**YOUR OBJECTIVE:** Every line containing the string "Титова" should be returned from the records.

**EXTRACTED DATA:**
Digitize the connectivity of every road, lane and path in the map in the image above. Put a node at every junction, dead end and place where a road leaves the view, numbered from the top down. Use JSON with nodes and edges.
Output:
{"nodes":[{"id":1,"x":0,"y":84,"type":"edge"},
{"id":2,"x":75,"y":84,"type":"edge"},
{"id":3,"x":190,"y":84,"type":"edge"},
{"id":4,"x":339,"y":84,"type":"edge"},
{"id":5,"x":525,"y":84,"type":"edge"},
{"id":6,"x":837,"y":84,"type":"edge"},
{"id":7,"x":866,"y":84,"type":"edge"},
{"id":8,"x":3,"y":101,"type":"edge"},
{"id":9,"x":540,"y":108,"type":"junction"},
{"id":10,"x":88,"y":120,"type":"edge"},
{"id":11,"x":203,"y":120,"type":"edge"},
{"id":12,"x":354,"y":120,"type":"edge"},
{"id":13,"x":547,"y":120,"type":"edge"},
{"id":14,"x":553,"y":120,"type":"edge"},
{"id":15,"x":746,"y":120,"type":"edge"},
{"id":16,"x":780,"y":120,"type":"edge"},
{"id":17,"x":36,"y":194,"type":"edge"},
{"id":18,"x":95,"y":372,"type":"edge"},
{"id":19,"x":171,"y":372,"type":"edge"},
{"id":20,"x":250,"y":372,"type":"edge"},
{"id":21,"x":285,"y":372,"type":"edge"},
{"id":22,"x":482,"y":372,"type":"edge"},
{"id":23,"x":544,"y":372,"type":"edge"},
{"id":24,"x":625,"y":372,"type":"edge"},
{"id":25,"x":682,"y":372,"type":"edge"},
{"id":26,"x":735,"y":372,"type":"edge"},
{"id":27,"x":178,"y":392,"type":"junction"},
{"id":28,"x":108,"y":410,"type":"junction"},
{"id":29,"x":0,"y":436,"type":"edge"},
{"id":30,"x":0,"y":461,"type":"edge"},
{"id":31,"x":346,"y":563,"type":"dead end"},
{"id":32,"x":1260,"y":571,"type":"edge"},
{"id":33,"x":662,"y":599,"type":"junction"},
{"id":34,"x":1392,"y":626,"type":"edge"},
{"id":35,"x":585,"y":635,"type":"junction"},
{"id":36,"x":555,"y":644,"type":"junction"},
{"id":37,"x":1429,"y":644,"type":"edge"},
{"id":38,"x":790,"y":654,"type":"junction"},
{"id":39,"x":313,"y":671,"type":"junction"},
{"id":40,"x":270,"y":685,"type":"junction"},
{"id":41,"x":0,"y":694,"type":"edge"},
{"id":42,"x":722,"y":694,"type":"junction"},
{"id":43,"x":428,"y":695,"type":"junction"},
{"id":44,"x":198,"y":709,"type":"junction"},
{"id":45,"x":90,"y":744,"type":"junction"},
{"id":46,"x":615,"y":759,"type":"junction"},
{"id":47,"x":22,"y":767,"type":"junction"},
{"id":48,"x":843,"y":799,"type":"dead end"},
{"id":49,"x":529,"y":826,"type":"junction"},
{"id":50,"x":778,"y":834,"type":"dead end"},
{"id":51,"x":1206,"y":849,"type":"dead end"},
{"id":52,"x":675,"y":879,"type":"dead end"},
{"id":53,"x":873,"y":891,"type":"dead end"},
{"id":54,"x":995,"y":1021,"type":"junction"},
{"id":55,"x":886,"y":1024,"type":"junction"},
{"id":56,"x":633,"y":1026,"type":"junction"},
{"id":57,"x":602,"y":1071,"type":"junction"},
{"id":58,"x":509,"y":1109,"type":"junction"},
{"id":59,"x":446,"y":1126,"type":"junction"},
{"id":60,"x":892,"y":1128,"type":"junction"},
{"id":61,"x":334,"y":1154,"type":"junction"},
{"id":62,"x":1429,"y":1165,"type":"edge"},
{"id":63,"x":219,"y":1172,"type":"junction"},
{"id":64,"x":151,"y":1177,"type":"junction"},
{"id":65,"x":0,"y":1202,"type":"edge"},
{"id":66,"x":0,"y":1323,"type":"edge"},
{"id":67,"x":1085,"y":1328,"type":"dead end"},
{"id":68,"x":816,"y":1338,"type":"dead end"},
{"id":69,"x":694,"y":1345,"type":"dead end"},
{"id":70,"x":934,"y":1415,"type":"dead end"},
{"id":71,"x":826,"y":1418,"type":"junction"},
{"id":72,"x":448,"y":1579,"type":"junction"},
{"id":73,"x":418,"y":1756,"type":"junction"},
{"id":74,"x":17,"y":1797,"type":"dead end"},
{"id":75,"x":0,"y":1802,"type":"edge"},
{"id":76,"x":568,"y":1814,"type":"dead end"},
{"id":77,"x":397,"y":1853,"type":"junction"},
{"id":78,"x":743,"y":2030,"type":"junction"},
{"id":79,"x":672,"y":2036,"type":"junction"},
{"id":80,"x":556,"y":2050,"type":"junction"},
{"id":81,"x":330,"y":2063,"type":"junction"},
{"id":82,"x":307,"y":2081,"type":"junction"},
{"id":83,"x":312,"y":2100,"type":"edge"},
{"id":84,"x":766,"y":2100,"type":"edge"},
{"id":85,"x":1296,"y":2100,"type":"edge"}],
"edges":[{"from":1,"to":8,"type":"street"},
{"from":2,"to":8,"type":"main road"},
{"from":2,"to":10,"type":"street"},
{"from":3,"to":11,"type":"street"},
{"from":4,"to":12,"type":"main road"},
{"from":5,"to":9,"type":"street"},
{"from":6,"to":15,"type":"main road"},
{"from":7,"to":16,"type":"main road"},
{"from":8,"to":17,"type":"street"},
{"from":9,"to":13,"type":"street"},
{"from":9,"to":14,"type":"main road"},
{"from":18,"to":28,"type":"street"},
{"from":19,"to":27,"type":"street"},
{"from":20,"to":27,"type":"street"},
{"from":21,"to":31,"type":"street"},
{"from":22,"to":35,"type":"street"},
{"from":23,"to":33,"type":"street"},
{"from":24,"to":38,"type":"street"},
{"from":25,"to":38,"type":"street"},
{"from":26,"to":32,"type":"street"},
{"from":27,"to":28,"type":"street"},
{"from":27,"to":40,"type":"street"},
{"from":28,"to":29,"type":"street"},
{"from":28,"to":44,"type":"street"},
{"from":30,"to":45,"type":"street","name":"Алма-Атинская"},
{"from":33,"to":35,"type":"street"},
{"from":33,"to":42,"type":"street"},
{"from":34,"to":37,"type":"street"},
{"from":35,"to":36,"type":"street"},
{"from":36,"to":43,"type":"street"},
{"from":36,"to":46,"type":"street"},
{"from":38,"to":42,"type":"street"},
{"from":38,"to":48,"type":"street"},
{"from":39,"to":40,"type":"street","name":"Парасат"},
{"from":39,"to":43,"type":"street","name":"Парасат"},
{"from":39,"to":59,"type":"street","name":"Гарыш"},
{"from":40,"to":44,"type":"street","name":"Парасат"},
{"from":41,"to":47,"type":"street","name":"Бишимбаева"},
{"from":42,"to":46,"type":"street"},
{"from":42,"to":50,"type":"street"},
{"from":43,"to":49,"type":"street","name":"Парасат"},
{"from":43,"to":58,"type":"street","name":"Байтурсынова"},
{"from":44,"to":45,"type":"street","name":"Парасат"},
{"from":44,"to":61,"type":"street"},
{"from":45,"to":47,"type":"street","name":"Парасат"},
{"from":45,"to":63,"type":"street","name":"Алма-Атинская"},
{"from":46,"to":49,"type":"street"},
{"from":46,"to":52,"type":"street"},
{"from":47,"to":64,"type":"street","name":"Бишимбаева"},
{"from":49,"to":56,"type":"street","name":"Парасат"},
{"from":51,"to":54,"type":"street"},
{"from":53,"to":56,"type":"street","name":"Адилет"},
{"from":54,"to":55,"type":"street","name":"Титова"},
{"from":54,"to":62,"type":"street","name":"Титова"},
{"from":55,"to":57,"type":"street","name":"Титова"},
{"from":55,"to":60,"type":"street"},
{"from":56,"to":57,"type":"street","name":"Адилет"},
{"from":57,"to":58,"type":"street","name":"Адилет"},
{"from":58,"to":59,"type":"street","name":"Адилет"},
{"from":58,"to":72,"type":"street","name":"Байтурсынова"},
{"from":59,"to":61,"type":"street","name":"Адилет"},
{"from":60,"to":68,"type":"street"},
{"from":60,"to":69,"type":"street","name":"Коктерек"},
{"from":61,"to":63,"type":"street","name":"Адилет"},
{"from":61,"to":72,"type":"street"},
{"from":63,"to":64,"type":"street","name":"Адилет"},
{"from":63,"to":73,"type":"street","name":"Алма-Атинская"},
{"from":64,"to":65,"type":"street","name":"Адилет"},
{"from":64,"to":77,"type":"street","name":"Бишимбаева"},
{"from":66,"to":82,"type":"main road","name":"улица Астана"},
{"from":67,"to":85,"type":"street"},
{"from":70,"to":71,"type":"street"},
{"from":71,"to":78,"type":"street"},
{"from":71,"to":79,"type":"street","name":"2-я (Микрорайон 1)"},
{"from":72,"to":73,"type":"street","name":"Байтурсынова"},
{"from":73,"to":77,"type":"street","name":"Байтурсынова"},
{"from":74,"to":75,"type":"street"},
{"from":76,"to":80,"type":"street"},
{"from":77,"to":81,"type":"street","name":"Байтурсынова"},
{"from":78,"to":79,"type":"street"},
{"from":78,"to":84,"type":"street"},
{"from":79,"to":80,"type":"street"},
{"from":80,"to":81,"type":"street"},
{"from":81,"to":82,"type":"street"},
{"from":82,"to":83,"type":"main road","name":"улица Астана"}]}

**RESULT OF THE EXERCISE:**
{"from":54,"to":55,"type":"street","name":"Титова"},
{"from":54,"to":62,"type":"street","name":"Титова"},
{"from":55,"to":57,"type":"street","name":"Титова"},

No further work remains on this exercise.